Exercise prompt » Each line of the data that mentions the string "where" needs to be identified and copied.

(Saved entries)

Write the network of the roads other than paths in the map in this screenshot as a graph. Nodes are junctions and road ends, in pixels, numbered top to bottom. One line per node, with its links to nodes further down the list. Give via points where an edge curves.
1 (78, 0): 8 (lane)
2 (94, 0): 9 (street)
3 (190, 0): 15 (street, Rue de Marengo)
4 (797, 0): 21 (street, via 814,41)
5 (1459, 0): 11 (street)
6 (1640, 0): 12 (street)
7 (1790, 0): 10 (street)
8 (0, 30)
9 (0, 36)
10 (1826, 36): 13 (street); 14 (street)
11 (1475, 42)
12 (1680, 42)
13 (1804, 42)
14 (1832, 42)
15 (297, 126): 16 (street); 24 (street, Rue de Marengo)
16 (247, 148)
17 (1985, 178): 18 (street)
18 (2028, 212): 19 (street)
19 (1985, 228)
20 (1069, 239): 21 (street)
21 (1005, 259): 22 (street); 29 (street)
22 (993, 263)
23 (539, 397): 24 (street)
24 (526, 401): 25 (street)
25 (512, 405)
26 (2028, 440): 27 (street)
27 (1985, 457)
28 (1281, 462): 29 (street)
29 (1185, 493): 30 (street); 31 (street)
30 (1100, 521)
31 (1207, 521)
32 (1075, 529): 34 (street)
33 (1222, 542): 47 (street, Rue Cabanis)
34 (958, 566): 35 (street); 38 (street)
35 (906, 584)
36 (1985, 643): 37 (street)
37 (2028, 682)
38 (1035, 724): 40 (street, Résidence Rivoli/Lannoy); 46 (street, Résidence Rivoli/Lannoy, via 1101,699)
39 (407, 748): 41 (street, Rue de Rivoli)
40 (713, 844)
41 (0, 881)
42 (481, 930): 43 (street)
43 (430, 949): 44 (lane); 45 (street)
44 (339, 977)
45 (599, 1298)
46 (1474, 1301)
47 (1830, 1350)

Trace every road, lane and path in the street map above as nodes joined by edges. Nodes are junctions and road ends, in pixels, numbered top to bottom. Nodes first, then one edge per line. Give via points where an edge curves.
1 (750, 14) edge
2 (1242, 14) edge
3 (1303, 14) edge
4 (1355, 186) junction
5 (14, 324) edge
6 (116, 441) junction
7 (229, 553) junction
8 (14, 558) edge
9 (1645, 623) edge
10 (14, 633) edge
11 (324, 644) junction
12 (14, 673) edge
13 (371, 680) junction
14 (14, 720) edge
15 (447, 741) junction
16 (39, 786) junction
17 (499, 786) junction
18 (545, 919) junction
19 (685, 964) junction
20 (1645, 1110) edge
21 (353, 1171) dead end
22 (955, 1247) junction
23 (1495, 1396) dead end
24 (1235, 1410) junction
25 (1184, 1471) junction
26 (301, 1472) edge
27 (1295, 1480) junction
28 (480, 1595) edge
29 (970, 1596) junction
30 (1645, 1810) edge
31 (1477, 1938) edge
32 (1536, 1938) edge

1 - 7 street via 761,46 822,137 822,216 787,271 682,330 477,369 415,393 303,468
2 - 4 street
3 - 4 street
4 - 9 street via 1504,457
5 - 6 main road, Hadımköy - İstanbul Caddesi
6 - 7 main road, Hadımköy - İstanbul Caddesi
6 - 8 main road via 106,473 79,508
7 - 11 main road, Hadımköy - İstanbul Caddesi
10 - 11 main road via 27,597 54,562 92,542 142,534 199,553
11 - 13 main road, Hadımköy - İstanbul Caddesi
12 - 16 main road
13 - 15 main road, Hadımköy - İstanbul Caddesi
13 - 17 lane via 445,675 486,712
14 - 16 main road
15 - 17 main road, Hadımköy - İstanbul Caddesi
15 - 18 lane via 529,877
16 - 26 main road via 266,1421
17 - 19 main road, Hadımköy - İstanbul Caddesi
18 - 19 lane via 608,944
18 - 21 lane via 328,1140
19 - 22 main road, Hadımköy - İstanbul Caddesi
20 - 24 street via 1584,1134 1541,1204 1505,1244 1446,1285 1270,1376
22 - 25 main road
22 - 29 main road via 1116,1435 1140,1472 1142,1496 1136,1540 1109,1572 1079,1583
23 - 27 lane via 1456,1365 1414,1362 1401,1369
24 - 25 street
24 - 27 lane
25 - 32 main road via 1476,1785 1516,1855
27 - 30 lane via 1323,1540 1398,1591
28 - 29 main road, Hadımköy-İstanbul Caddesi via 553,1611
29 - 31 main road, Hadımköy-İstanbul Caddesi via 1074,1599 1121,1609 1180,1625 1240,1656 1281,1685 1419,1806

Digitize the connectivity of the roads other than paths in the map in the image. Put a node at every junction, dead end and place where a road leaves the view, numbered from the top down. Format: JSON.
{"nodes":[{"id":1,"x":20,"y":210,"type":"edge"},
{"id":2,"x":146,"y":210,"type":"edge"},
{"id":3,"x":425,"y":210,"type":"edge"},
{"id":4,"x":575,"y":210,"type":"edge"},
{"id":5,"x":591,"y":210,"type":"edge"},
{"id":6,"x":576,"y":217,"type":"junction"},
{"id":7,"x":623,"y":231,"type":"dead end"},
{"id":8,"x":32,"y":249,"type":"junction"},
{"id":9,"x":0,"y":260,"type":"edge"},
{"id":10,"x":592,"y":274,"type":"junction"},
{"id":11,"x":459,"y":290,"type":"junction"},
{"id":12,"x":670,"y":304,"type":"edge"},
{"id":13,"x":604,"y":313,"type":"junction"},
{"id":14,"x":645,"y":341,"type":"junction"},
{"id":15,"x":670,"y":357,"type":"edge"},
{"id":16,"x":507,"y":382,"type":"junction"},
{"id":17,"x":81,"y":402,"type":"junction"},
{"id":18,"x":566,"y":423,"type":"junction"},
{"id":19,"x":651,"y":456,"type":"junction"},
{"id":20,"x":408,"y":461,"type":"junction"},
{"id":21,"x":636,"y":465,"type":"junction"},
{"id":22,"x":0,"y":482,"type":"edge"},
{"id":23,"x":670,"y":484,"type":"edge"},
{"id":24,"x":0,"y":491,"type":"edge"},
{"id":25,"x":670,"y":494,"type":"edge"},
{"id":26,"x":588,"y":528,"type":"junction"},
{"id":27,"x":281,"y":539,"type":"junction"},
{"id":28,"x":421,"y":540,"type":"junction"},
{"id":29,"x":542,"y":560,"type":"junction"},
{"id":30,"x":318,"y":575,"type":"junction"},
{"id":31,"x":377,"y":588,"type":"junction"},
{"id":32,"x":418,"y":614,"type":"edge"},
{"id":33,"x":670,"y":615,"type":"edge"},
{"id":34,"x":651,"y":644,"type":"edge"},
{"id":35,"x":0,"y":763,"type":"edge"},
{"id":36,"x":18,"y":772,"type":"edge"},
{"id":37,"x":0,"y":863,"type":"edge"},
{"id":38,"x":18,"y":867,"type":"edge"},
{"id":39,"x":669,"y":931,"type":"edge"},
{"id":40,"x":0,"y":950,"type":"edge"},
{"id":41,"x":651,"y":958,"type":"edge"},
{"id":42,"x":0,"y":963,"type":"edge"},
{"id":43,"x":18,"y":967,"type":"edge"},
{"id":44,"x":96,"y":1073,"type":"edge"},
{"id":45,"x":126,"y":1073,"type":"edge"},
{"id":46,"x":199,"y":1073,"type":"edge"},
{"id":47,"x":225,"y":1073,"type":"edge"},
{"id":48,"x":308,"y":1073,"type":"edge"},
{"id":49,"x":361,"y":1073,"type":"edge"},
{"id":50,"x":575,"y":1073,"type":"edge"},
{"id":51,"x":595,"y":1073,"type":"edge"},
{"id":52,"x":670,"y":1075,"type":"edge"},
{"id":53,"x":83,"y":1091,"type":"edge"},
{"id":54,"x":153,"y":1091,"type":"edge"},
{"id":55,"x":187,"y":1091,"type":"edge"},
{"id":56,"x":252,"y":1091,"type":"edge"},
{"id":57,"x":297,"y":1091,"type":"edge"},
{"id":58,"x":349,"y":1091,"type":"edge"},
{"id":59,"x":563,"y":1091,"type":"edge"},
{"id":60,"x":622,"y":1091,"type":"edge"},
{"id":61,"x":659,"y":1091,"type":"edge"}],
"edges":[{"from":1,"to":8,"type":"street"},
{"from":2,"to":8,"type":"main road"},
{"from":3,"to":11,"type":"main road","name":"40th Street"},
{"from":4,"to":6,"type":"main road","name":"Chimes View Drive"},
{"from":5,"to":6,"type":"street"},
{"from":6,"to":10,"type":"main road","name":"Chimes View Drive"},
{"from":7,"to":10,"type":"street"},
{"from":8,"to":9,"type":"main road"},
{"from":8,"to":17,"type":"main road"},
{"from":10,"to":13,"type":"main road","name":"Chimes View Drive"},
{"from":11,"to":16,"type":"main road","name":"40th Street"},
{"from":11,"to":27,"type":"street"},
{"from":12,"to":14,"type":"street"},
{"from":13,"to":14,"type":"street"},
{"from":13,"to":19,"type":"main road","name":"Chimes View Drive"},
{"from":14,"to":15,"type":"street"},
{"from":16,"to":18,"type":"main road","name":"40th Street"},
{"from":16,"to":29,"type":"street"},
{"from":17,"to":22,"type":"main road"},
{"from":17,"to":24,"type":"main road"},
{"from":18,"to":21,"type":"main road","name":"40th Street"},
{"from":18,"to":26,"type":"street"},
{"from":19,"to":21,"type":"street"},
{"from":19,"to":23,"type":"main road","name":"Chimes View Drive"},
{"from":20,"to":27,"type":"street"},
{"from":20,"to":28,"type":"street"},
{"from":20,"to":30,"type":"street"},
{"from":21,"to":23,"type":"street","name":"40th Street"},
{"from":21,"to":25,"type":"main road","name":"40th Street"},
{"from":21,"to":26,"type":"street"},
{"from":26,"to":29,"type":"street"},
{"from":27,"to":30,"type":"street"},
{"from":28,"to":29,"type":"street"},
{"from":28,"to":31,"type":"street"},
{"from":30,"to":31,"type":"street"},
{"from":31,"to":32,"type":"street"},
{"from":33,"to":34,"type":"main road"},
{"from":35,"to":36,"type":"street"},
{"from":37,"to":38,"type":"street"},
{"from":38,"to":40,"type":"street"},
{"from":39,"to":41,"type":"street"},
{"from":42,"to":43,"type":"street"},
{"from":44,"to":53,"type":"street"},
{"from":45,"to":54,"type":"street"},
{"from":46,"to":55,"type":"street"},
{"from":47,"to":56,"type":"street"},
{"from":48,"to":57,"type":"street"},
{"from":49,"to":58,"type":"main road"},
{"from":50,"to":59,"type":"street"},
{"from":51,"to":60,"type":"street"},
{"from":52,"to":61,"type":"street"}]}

Solved exercise »
Write the network of the roads other than paths in the map in this screenshot as a graph. Nodes are junctions and road ends, in pixels, numbered top to bottom. One line per node, with its links to nodes further down the list. Give via points where an edge curves.
Trace every road, lane and path in the street map above as nodes joined by edges. Nodes are junctions and road ends, in pixels, numbered top to bottom. Nodes first, then one edge per line. Give via points where an edge curves.
Digitize the connectivity of the roads other than paths in the map in the image. Put a node at every junction, dead end and place where a road leaves the view, numbered from the top down. Format: JSON.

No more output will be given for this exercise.